→ **What to work on**
The whole listing is to be restated, character for character.

→ **Input data**
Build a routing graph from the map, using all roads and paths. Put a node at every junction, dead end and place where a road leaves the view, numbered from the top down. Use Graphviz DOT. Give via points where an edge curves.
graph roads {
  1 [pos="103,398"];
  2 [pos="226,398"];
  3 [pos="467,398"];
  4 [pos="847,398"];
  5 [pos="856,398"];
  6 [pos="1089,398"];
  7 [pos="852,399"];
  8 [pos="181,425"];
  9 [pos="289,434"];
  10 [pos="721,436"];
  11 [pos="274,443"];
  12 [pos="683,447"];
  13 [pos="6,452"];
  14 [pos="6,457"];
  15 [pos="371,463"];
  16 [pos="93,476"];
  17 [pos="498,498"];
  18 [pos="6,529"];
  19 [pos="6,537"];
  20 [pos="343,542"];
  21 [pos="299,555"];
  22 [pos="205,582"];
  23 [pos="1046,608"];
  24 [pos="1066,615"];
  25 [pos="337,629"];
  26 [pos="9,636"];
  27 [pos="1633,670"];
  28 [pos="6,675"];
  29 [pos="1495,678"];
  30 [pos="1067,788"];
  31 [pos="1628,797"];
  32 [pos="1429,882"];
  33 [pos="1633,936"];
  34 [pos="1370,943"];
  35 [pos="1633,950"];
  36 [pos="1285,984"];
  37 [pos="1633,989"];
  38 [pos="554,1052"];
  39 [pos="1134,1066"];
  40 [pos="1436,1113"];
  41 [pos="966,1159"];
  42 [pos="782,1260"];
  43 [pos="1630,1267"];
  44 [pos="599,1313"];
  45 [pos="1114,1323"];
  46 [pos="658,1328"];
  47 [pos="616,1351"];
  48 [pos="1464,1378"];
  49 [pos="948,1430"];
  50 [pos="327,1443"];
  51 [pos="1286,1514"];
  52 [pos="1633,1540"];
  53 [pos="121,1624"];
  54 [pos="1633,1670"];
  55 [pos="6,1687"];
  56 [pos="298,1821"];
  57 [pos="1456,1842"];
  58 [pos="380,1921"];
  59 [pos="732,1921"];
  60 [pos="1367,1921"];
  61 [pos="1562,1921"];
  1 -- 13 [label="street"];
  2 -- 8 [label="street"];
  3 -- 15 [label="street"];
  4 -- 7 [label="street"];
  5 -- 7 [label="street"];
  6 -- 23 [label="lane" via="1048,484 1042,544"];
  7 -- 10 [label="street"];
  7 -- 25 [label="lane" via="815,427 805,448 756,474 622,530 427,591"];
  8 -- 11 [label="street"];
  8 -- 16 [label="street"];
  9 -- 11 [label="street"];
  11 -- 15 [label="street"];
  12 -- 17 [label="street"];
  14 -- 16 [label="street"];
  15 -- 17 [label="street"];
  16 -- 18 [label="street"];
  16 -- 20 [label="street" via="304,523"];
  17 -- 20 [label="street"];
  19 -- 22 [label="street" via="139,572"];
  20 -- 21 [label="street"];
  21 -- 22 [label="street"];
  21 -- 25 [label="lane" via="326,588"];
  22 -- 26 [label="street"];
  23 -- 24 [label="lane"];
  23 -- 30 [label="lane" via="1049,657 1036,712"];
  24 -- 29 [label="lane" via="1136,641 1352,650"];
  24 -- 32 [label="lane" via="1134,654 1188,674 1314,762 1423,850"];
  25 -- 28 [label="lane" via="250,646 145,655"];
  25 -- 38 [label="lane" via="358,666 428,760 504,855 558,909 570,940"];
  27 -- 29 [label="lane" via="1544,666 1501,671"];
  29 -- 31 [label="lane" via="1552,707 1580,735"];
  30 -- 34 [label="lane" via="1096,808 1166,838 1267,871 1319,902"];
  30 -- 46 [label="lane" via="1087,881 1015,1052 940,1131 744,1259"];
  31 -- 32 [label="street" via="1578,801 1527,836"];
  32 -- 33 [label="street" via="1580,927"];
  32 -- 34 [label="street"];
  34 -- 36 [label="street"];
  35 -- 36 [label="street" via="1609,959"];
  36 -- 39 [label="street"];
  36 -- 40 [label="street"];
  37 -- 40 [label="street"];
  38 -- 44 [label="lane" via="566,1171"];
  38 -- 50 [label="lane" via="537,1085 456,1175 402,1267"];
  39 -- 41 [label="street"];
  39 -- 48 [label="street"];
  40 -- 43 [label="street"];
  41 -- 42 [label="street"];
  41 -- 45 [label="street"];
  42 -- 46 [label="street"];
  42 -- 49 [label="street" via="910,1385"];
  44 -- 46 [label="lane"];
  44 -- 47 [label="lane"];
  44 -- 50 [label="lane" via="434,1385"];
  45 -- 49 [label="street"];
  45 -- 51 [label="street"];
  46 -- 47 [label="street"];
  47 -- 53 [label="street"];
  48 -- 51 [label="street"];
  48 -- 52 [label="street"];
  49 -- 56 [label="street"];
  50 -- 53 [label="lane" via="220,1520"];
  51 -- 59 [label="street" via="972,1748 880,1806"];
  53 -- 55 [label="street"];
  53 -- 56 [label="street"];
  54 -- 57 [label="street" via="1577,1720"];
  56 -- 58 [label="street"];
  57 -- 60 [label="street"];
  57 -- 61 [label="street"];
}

→ **Written answer**
Build a routing graph from the map, using all roads and paths. Put a node at every junction, dead end and place where a road leaves the view, numbered from the top down. Use Graphviz DOT. Give via points where an edge curves.
graph roads {
  1 [pos="103,398"];
  2 [pos="226,398"];
  3 [pos="467,398"];
  4 [pos="847,398"];
  5 [pos="856,398"];
  6 [pos="1089,398"];
  7 [pos="852,399"];
  8 [pos="181,425"];
  9 [pos="289,434"];
  10 [pos="721,436"];
  11 [pos="274,443"];
  12 [pos="683,447"];
  13 [pos="6,452"];
  14 [pos="6,457"];
  15 [pos="371,463"];
  16 [pos="93,476"];
  17 [pos="498,498"];
  18 [pos="6,529"];
  19 [pos="6,537"];
  20 [pos="343,542"];
  21 [pos="299,555"];
  22 [pos="205,582"];
  23 [pos="1046,608"];
  24 [pos="1066,615"];
  25 [pos="337,629"];
  26 [pos="9,636"];
  27 [pos="1633,670"];
  28 [pos="6,675"];
  29 [pos="1495,678"];
  30 [pos="1067,788"];
  31 [pos="1628,797"];
  32 [pos="1429,882"];
  33 [pos="1633,936"];
  34 [pos="1370,943"];
  35 [pos="1633,950"];
  36 [pos="1285,984"];
  37 [pos="1633,989"];
  38 [pos="554,1052"];
  39 [pos="1134,1066"];
  40 [pos="1436,1113"];
  41 [pos="966,1159"];
  42 [pos="782,1260"];
  43 [pos="1630,1267"];
  44 [pos="599,1313"];
  45 [pos="1114,1323"];
  46 [pos="658,1328"];
  47 [pos="616,1351"];
  48 [pos="1464,1378"];
  49 [pos="948,1430"];
  50 [pos="327,1443"];
  51 [pos="1286,1514"];
  52 [pos="1633,1540"];
  53 [pos="121,1624"];
  54 [pos="1633,1670"];
  55 [pos="6,1687"];
  56 [pos="298,1821"];
  57 [pos="1456,1842"];
  58 [pos="380,1921"];
  59 [pos="732,1921"];
  60 [pos="1367,1921"];
  61 [pos="1562,1921"];
  1 -- 13 [label="street"];
  2 -- 8 [label="street"];
  3 -- 15 [label="street"];
  4 -- 7 [label="street"];
  5 -- 7 [label="street"];
  6 -- 23 [label="lane" via="1048,484 1042,544"];
  7 -- 10 [label="street"];
  7 -- 25 [label="lane" via="815,427 805,448 756,474 622,530 427,591"];
  8 -- 11 [label="street"];
  8 -- 16 [label="street"];
  9 -- 11 [label="street"];
  11 -- 15 [label="street"];
  12 -- 17 [label="street"];
  14 -- 16 [label="street"];
  15 -- 17 [label="street"];
  16 -- 18 [label="street"];
  16 -- 20 [label="street" via="304,523"];
  17 -- 20 [label="street"];
  19 -- 22 [label="street" via="139,572"];
  20 -- 21 [label="street"];
  21 -- 22 [label="street"];
  21 -- 25 [label="lane" via="326,588"];
  22 -- 26 [label="street"];
  23 -- 24 [label="lane"];
  23 -- 30 [label="lane" via="1049,657 1036,712"];
  24 -- 29 [label="lane" via="1136,641 1352,650"];
  24 -- 32 [label="lane" via="1134,654 1188,674 1314,762 1423,850"];
  25 -- 28 [label="lane" via="250,646 145,655"];
  25 -- 38 [label="lane" via="358,666 428,760 504,855 558,909 570,940"];
  27 -- 29 [label="lane" via="1544,666 1501,671"];
  29 -- 31 [label="lane" via="1552,707 1580,735"];
  30 -- 34 [label="lane" via="1096,808 1166,838 1267,871 1319,902"];
  30 -- 46 [label="lane" via="1087,881 1015,1052 940,1131 744,1259"];
  31 -- 32 [label="street" via="1578,801 1527,836"];
  32 -- 33 [label="street" via="1580,927"];
  32 -- 34 [label="street"];
  34 -- 36 [label="street"];
  35 -- 36 [label="street" via="1609,959"];
  36 -- 39 [label="street"];
  36 -- 40 [label="street"];
  37 -- 40 [label="street"];
  38 -- 44 [label="lane" via="566,1171"];
  38 -- 50 [label="lane" via="537,1085 456,1175 402,1267"];
  39 -- 41 [label="street"];
  39 -- 48 [label="street"];
  40 -- 43 [label="street"];
  41 -- 42 [label="street"];
  41 -- 45 [label="street"];
  42 -- 46 [label="street"];
  42 -- 49 [label="street" via="910,1385"];
  44 -- 46 [label="lane"];
  44 -- 47 [label="lane"];
  44 -- 50 [label="lane" via="434,1385"];
  45 -- 49 [label="street"];
  45 -- 51 [label="street"];
  46 -- 47 [label="street"];
  47 -- 53 [label="street"];
  48 -- 51 [label="street"];
  48 -- 52 [label="street"];
  49 -- 56 [label="street"];
  50 -- 53 [label="lane" via="220,1520"];
  51 -- 59 [label="street" via="972,1748 880,1806"];
  53 -- 55 [label="street"];
  53 -- 56 [label="street"];
  54 -- 57 [label="street" via="1577,1720"];
  56 -- 58 [label="street"];
  57 -- 60 [label="street"];
  57 -- 61 [label="street"];
}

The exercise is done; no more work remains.